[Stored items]
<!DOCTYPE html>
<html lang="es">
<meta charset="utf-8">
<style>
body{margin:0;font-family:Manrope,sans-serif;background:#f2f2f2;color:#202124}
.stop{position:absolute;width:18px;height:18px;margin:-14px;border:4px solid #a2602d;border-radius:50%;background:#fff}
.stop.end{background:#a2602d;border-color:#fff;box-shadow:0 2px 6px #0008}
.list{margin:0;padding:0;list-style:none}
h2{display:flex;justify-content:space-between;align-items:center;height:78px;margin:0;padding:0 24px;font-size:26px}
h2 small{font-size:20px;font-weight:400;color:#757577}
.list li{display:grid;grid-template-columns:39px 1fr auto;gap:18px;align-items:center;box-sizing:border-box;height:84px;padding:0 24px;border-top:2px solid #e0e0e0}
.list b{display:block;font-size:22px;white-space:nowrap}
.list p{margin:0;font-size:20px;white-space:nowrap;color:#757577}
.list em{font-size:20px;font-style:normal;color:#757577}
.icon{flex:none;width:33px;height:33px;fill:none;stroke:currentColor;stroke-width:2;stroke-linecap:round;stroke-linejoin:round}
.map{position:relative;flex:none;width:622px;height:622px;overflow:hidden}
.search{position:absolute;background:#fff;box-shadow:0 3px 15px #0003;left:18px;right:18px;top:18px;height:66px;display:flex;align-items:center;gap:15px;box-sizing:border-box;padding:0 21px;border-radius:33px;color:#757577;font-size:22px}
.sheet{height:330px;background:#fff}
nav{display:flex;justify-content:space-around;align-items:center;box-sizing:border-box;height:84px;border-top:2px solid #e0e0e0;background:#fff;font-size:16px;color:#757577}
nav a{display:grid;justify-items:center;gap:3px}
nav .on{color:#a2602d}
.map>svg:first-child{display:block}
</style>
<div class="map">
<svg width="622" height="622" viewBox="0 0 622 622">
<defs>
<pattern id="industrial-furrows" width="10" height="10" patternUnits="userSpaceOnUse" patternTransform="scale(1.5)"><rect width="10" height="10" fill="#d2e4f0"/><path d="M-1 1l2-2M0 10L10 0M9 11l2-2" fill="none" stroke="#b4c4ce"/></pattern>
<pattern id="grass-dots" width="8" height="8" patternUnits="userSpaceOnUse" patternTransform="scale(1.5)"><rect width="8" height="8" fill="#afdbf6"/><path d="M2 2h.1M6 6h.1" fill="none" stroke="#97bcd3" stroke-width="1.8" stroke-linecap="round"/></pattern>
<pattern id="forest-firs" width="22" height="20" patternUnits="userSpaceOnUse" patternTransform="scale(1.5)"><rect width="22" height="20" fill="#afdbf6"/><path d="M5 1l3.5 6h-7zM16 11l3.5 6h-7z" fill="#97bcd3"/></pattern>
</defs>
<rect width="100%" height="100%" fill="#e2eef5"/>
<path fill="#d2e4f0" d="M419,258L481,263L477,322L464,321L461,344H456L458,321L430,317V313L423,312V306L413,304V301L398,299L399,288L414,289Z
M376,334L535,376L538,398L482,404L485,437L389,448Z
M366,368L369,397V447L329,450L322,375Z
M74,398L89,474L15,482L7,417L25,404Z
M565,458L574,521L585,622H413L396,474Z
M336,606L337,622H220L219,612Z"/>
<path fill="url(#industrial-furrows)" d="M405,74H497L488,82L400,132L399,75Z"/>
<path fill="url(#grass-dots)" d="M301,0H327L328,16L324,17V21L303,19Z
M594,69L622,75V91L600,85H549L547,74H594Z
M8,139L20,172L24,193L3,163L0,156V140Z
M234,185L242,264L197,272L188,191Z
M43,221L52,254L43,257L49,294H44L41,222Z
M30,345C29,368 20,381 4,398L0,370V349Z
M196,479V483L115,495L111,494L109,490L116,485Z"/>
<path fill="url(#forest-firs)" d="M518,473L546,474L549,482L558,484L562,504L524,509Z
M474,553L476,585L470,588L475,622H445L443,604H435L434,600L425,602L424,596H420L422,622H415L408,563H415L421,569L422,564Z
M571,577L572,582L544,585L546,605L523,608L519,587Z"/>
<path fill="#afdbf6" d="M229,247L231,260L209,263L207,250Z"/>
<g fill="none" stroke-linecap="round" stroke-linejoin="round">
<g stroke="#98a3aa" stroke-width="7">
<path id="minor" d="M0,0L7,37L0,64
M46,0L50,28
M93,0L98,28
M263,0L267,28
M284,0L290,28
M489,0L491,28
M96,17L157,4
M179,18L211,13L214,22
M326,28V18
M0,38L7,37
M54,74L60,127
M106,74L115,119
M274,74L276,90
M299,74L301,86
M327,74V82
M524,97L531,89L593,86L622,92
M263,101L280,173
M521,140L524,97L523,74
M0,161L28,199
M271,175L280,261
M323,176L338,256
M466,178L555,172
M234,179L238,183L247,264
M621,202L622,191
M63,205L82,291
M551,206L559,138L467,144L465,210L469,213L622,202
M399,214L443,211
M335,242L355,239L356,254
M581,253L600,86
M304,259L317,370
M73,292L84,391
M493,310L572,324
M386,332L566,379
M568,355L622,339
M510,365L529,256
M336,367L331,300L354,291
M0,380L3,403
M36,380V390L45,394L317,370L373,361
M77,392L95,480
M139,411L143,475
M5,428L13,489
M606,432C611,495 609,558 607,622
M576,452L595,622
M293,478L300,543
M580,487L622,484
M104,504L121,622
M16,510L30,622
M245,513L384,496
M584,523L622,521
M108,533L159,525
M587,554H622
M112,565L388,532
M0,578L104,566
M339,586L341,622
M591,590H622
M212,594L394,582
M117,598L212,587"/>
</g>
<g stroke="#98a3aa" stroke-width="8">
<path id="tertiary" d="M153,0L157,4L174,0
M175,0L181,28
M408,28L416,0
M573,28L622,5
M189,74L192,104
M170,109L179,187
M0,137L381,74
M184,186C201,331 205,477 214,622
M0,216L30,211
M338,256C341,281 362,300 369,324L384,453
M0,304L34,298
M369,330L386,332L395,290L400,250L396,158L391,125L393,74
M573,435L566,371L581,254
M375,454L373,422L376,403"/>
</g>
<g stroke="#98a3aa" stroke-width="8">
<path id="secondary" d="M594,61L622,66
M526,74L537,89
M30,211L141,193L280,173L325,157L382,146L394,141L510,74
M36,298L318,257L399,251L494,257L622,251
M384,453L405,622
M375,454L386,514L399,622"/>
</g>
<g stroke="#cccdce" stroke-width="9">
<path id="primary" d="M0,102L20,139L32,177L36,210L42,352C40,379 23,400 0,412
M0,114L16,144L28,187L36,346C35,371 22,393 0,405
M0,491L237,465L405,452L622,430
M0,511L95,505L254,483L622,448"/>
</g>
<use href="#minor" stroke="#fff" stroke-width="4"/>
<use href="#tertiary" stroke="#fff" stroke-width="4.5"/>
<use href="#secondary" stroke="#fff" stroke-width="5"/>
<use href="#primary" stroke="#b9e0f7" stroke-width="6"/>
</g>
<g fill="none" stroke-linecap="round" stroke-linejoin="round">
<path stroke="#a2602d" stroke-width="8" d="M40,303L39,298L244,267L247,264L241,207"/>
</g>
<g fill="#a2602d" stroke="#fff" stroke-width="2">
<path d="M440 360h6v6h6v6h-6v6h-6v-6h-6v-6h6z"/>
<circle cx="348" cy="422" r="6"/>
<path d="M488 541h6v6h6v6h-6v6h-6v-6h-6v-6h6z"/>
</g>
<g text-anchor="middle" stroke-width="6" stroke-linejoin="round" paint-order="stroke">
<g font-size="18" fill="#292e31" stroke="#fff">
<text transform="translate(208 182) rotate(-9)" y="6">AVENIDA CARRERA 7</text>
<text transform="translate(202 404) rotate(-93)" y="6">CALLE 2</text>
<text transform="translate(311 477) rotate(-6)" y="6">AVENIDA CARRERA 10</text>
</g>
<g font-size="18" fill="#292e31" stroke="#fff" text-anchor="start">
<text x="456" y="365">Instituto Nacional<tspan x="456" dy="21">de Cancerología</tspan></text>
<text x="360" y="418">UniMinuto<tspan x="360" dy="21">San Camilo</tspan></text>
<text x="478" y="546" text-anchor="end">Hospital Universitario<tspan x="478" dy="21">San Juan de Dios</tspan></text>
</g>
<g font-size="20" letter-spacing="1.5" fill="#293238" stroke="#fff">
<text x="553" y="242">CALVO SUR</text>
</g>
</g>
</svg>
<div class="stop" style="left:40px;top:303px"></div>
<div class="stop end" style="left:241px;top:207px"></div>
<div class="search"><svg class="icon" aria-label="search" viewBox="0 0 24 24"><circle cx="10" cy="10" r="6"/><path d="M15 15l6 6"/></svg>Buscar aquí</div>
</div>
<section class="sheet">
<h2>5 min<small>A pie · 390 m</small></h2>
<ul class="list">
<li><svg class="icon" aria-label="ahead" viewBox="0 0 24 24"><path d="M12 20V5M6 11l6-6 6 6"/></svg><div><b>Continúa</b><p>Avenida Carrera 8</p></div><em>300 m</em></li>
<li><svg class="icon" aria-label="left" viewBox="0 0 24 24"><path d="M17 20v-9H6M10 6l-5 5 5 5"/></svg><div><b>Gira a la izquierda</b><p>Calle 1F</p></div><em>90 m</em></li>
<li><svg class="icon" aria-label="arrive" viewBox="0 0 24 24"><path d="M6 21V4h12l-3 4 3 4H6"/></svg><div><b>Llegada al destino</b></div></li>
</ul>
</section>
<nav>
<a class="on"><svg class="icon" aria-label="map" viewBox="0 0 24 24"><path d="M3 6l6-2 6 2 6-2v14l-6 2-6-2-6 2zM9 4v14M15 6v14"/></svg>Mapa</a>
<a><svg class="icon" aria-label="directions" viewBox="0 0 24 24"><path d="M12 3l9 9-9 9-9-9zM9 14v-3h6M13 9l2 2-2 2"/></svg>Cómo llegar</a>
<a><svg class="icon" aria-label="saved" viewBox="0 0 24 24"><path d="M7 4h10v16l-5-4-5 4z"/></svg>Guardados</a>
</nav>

■ Description of the task ■
Using the records above, set down exactly the lines from the one with "M96,17L157,4" through the one with "M0,216L30,211", inclusive, and nothing more.

■ Worked solution ■
M96,17L157,4
M179,18L211,13L214,22
M326,28V18
M0,38L7,37
M54,74L60,127
M106,74L115,119
M274,74L276,90
M299,74L301,86
M327,74V82
M524,97L531,89L593,86L622,92
M263,101L280,173
M521,140L524,97L523,74
M0,161L28,199
M271,175L280,261
M323,176L338,256
M466,178L555,172
M234,179L238,183L247,264
M621,202L622,191
M63,205L82,291
M551,206L559,138L467,144L465,210L469,213L622,202
M399,214L443,211
M335,242L355,239L356,254
M581,253L600,86
M304,259L317,370
M73,292L84,391
M493,310L572,324
M386,332L566,379
M568,355L622,339
M510,365L529,256
M336,367L331,300L354,291
M0,380L3,403
M36,380V390L45,394L317,370L373,361
M77,392L95,480
M139,411L143,475
M5,428L13,489
M606,432C611,495 609,558 607,622
M576,452L595,622
M293,478L300,543
M580,487L622,484
M104,504L121,622
M16,510L30,622
M245,513L384,496
M584,523L622,521
M108,533L159,525
M587,554H622
M112,565L388,532
M0,578L104,566
M339,586L341,622
M591,590H622
M212,594L394,582
M117,598L212,587"/>
</g>
<g stroke="#98a3aa" stroke-width="8">
<path id="tertiary" d="M153,0L157,4L174,0
M175,0L181,28
M408,28L416,0
M573,28L622,5
M189,74L192,104
M170,109L179,187
M0,137L381,74
M184,186C201,331 205,477 214,622
M0,216L30,211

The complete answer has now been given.